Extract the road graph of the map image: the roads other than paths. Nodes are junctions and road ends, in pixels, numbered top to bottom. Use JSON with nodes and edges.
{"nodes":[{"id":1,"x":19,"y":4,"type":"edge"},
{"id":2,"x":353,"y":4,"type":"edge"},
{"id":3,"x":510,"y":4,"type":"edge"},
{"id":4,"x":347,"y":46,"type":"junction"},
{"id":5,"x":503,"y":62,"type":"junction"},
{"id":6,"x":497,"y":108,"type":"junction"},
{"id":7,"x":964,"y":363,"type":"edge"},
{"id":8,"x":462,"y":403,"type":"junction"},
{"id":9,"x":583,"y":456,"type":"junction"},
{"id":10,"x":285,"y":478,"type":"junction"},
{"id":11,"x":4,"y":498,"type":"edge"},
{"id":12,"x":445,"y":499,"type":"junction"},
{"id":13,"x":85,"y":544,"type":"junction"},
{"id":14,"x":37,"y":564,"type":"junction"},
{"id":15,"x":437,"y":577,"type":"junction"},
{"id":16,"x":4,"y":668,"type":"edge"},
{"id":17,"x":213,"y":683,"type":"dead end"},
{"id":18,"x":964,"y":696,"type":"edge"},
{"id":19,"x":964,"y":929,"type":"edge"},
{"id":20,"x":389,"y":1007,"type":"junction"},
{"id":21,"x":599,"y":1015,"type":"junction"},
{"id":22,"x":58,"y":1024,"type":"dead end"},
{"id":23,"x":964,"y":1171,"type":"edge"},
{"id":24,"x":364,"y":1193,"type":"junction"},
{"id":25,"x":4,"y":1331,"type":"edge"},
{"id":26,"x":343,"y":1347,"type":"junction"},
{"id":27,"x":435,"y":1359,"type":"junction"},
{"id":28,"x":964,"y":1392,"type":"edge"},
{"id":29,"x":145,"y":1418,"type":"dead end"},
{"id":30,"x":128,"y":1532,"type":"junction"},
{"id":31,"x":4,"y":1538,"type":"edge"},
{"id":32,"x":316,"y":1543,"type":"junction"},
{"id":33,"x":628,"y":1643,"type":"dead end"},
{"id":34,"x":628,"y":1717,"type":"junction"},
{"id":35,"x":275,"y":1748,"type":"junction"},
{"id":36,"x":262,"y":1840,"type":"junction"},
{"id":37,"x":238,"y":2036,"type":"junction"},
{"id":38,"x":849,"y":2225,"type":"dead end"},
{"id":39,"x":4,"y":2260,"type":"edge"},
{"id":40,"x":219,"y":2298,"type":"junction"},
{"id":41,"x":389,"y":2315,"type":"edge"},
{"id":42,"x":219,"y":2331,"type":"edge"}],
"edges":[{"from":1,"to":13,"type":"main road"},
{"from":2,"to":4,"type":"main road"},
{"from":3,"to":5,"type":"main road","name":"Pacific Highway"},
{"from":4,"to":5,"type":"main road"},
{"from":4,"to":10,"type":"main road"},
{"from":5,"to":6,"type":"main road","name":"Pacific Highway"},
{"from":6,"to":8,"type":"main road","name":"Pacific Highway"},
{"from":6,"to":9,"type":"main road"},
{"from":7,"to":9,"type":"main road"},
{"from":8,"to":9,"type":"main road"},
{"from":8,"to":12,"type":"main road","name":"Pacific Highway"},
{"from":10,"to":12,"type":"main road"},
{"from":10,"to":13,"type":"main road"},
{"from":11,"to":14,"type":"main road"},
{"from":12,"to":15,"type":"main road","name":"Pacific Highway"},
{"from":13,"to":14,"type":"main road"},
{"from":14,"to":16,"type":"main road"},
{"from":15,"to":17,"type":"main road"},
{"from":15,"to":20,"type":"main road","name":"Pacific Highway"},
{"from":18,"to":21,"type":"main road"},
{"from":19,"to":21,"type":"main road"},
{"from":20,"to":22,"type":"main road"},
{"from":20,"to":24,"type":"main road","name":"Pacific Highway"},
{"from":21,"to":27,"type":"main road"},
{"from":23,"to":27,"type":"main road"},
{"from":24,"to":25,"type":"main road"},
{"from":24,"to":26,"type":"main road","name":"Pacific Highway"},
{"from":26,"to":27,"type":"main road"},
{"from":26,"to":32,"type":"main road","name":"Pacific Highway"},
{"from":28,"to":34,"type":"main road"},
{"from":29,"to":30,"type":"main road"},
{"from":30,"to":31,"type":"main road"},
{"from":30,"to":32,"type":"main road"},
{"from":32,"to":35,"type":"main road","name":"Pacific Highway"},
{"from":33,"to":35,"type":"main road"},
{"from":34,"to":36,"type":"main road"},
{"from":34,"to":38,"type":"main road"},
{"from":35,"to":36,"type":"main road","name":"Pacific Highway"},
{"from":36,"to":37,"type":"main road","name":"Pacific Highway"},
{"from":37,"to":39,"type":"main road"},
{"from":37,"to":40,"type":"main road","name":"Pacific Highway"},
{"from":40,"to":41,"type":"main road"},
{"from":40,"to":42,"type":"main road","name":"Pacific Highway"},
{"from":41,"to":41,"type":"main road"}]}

----

**Work item**. Check each line of the listing above for the string "edges". Report only how many have it.

**Response to this task**. 2